Sushma Bahl, International Cultural Advisor, Writes ‘5000 Years of Indian Art’
A comprehensive rendition of the living arts of India, from pre-historic to contemporary times, is featured in 5000 Years of Indian Art, by Sushma K Bahl. The 240 page richly-illustrated volume, published by Roli Books, traces an ancient civilization, entwined in the history, religion and philosophy of the un-fragmented subcontinent of yore. The narrative weaves together the gamut of Indian creativity, a continuum spread over the millennia, its varied genres including frescos of the earliest primitive cave markings to stones of ancient art in the Vedic and Buddhist traditions and temples. Mughal miniatures, colonial and modern Indian art, sculpture, photography, and finally, crafted artifacts, media-inspired work, and popular installations traverse all of the eras, regions, religions, dynasties, mediums and genres, rather than, as the author puts it, ‘formally demarcating historical periods.’
Left: Artist Unknown, Bodhisattva Padmapani, cave painting with natural pigments (ca. 5th c.). In situ, Cave 1 at Ajanta, Maharashtra, India. artes fine arts magazine
The book, unravels India’s mystical civilization, its manifold cultures and sub-cultures, numerous faiths and religions, hundreds of languages spoken and written, and scripts- some yet to be deciphered. Enormous regional variations occur across a vastly varied geographic terrain with equally differing climatic conditions, costumes, food habits, all with long histories of invasions and dynastic epochs. The size and complexity of this multilayered repository of varied artistic genres, ages, domains and dynasties, are covered mainly through India’s sculpture and painting. Rich folk and tribal art forms, though integral, significant parts of the Indian art narrative, the author explains, have been skipped in the interest of their suitable representation in another volume. Working within the constraints of limited documentary material— illustrative, oral, and written— Sushma Bahl has sketched the simultaneity and multiplicity of Indian art, with its “seemingly contradictory but significantly assimilative layers”, open to diverse interpretation, conjecture and debate, with the help of material and recorded research findings of several other academics and art historians. In an attempt to assimilate this body of research and historical findings, Sushma Bahl’s comprehensive volume documents the evolution of Indian art in a cohesive, accessible, visual narrative.

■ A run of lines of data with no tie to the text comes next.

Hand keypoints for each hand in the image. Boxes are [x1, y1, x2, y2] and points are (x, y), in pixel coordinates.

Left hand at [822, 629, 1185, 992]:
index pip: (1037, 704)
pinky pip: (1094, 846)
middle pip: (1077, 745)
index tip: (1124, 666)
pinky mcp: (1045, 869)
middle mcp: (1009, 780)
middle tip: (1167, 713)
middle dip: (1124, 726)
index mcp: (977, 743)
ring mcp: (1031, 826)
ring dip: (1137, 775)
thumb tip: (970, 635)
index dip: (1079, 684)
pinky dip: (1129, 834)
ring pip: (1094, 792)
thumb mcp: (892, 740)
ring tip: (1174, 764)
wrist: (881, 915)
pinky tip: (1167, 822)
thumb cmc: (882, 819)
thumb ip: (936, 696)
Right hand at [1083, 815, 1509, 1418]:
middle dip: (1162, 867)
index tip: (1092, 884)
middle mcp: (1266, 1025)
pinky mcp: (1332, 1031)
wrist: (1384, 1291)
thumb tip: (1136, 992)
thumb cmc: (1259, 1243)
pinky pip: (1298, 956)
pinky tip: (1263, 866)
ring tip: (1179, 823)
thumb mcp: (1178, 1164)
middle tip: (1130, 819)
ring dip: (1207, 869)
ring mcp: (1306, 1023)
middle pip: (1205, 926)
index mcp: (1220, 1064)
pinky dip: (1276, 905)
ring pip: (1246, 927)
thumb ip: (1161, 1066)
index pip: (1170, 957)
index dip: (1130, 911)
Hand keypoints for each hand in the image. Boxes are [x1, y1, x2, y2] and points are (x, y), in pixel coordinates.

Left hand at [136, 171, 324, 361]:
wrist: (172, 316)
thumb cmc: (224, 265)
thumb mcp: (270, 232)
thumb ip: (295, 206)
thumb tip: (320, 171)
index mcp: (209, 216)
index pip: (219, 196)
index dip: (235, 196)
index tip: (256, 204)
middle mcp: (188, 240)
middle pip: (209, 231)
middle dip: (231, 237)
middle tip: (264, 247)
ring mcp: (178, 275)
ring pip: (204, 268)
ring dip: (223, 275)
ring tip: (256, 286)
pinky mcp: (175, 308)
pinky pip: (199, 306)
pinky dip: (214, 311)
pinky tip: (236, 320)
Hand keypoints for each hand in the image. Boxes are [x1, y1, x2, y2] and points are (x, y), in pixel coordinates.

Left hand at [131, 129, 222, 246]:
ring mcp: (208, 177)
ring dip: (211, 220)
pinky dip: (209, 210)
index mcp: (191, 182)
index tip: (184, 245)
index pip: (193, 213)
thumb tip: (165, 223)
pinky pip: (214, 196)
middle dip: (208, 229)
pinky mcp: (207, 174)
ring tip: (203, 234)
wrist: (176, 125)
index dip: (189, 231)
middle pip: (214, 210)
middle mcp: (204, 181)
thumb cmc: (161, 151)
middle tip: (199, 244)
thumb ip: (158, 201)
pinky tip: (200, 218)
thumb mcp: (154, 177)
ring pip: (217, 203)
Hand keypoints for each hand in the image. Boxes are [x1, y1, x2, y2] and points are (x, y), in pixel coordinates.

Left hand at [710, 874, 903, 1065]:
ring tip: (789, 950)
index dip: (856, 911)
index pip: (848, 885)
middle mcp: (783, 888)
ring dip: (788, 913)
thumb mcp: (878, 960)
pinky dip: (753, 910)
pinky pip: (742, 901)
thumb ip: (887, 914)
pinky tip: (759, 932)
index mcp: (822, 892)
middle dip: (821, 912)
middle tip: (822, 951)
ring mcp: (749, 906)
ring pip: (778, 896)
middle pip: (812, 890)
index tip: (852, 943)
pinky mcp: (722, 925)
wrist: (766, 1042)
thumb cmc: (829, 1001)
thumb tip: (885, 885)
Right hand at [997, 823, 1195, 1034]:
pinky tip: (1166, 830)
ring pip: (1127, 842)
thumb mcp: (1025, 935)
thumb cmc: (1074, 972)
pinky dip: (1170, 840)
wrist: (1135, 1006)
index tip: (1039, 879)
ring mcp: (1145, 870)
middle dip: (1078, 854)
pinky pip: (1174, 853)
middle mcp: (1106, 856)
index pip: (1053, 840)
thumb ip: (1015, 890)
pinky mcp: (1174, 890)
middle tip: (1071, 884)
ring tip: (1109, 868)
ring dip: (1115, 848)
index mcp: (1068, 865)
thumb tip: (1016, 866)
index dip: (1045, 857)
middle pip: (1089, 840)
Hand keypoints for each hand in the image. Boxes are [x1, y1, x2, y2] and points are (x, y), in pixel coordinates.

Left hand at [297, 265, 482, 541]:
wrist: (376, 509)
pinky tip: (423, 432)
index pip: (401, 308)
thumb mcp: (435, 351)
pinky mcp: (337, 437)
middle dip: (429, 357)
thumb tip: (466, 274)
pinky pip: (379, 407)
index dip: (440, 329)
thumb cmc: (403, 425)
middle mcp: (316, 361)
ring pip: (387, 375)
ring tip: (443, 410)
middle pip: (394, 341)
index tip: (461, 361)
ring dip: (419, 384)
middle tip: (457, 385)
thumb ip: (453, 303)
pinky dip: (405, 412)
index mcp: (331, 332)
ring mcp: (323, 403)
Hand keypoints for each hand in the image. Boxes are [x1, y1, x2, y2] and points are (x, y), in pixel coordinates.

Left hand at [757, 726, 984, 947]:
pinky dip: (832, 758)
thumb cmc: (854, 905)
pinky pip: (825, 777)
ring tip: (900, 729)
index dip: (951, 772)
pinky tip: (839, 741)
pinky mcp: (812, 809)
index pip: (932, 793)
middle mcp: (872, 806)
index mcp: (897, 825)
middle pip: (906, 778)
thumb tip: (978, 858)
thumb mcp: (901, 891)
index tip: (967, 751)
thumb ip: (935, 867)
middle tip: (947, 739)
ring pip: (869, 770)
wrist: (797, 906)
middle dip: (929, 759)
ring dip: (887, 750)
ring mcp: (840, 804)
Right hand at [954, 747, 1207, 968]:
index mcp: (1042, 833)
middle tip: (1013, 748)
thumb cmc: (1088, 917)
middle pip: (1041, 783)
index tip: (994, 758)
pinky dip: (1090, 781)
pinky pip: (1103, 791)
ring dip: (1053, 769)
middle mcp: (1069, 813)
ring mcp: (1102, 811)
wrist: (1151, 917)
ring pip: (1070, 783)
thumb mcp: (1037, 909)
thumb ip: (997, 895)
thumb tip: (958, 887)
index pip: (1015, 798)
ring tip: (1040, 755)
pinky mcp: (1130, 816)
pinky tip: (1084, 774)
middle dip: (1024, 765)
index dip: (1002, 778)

To efficiently negotiated this maze of information, the book is divided into six chapters, featuring some 200 significant art works spanning the centuries andrepresenting many artistic domains of the sub-continent. The tale navigates the gamut, each chapter opening with an introductory essay followed by illustrations, accompanied by descriptive annotations to contextualize the work within the socio-religious-political-cultural dynamics of the given age and facet they represent.
The saga began eons ago with the pre-historic roots of Indian art between 30,000 and 1500 BC, including Stone Age tools and sketches in natural pigments of that age.. Listed as a UNESCO heritage site, the caves at Bhimbetka date to around 25000 BC, followed by a long period of darkness yielding no archaeological evidence to fill the gap. Bahl portrays the highly evolved era of the Indus Valley civilization, along that river basin about 3,000 BC, as a period when Harappa and Mohanjodaro cities emerged with well laid-out plans and houses equipped with baths, drainage systems and exquisite artifacts. These included the famous dancing girl in metal, terracotta sculptures of Mother Goddess and carved steatite seals used in ritual and trade.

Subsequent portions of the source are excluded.